Ainsi, malgré le fait que je n'avais pas pu fermer l'oeil de la nuit ou presque, je n'étais que très peu fatigué physiquement, merci à ma condition de semi-démon. En revanche, on pouvait très bien dire que j'étais pris d'une grande lassitude psychologique. Quelles stupides décisions je pouvais prendre parfois... J'avais donc décidé de prendre l'air, sortir de mon appartement dont l'atmosphère m'étouffait plus qu'autre chose. L'air pollué de la capitale japonaise n'était pas mieux non plus, mais c'était déjà mieux. Pendant un moment, je restais, pensif, devant l'immeuble où je résidais depuis plusieurs mois déjà. Aussi étonnant que cela pouvait paraître, il m'arrivait, pendant quelques minutes voire heures, de m'arrêter de bouger, réfléchir comme quelqu'un de normal et pas comme quelqu'un de suicidaire. Je levais les yeux vers le toit de l'immeuble en question, où, quelques heures auparavant, s'étaient passées de grandes choses qui étaient plus que perturbantes.

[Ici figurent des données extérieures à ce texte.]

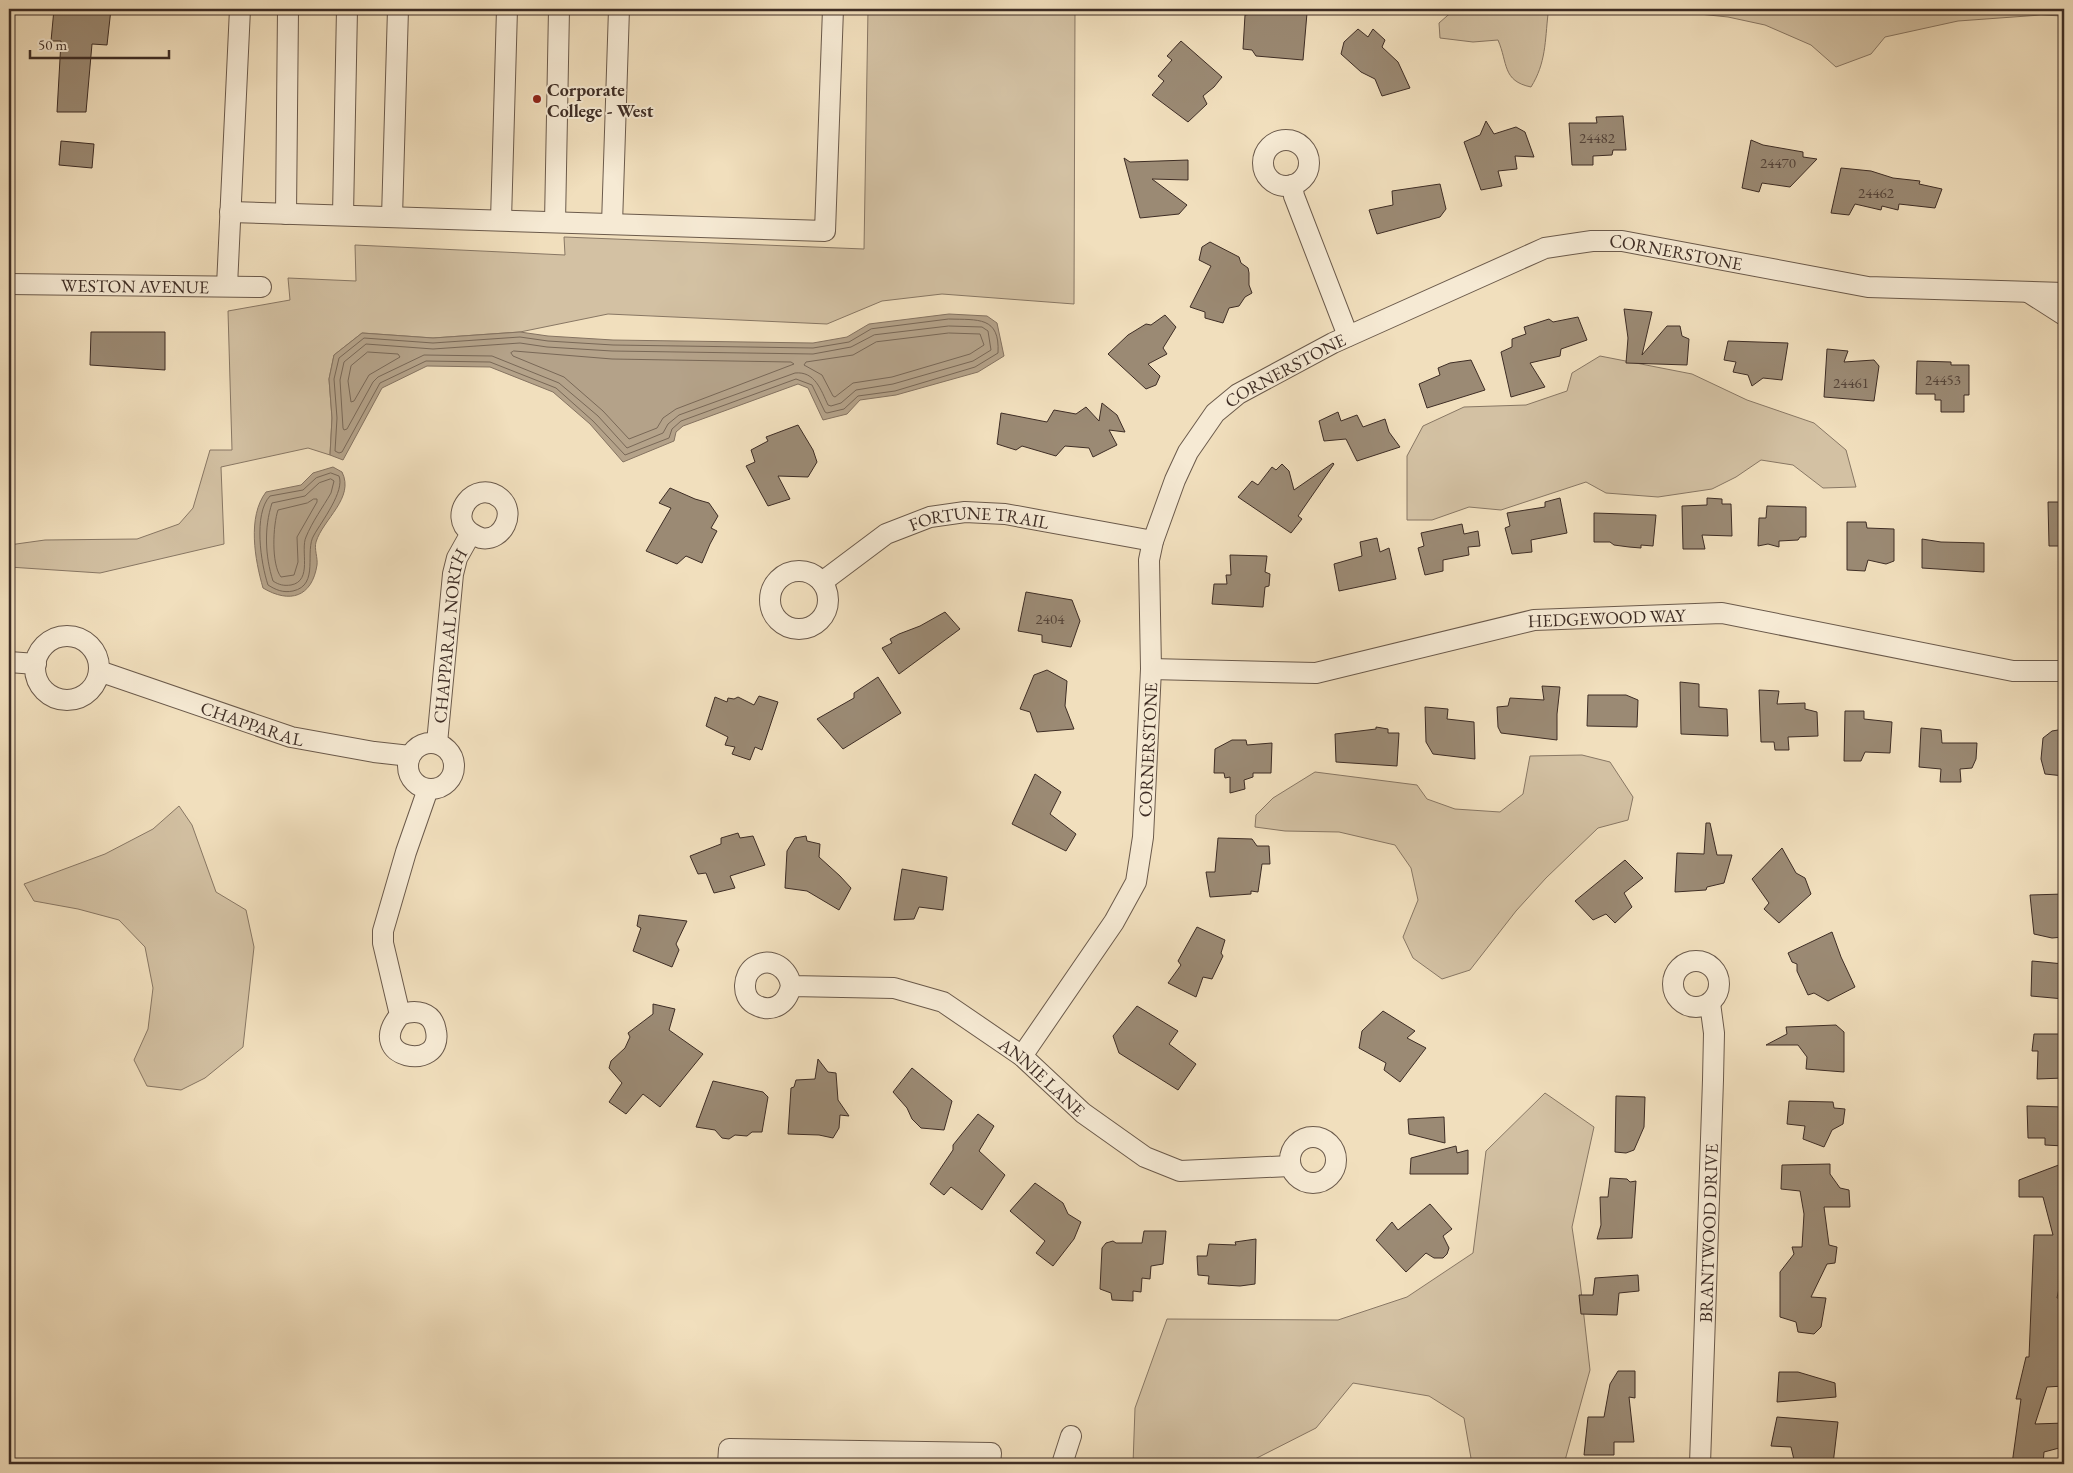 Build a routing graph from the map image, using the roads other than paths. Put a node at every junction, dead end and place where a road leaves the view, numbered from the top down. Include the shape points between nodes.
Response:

Au moment où je me décidais à rentrer chez moi, une voix féminine me stoppa dans mon élan. Je me retournai alors à demi pour faire face à une jeune fille, qui semblait avoir mon âge quoiqu'un peu plus jeune sûrement, d'une allure amicale et joviale... en somme, tout mon contraire en ce moment, car j'avais connu des jours où j'étais bien plus souriant envers les humains. Car c'en était une, il n'y avait pas de doutes là-dessus, vu que j'avais pris le temps d'analyser son aura assez rapidement. Je jetais un rapide coup d'oeil vers la maison qu'elle m'indiquait, tandis qu'elle se présentait comme ma nouvelle voisine. Etait-elle coréenne elle aussi ? Son nom me laissait penser ça.
«
Appelez-moi Ji Hoon. »
Ces présentations semblaient sortir de l'ordinaire pour moi, comparées à toutes les rencontres que j'avais pu faire à Tokyo au court de ces derniers mois. J'esquissais un léger sourire, tendant la main pour serrer celle de la jeune femme. Mes doigts effleurèrent à peine les siens que j'eus une sensation inexplicable, à la fois familière et tellement étrangère. Un flash blanc tellement rapide m'avait ébloui pendant une fraction de seconde. Encore plus bizarre, je me remémorai maintenant quelques passages de mon passé, ce qui eut l'effet de me mettre vite mal-à-l'aise. Et j'en étais encore à me demander ce qui venait vraiment de se passer, tandis que j'observais maintenant avec étonnement et méfiance la jeune humaine en face de moi. Enfin... humaine, l'était-elle vraiment ? Etait-ce elle l'origine de cette sensation ? Par réflexe, je fis un pas en arrière, un seul. Avait-elle vu la même chose que moi ?
Je ne pouvais m'empêcher d'avoir peur. Si elle avait vraiment vu la même chose que moi... je venais de lui révéler mon passé tout entier, ou du moins une partie.
«
Vous... n'êtes pas normale, n'est-ce pas ? »
Elle pouvait mal le prendre, effectivement. Et je ne savais comment tourner cette phrase autrement. Elle était humaine, j'en étais certain... mais vraiment différente spirituellement des autres de son espèce.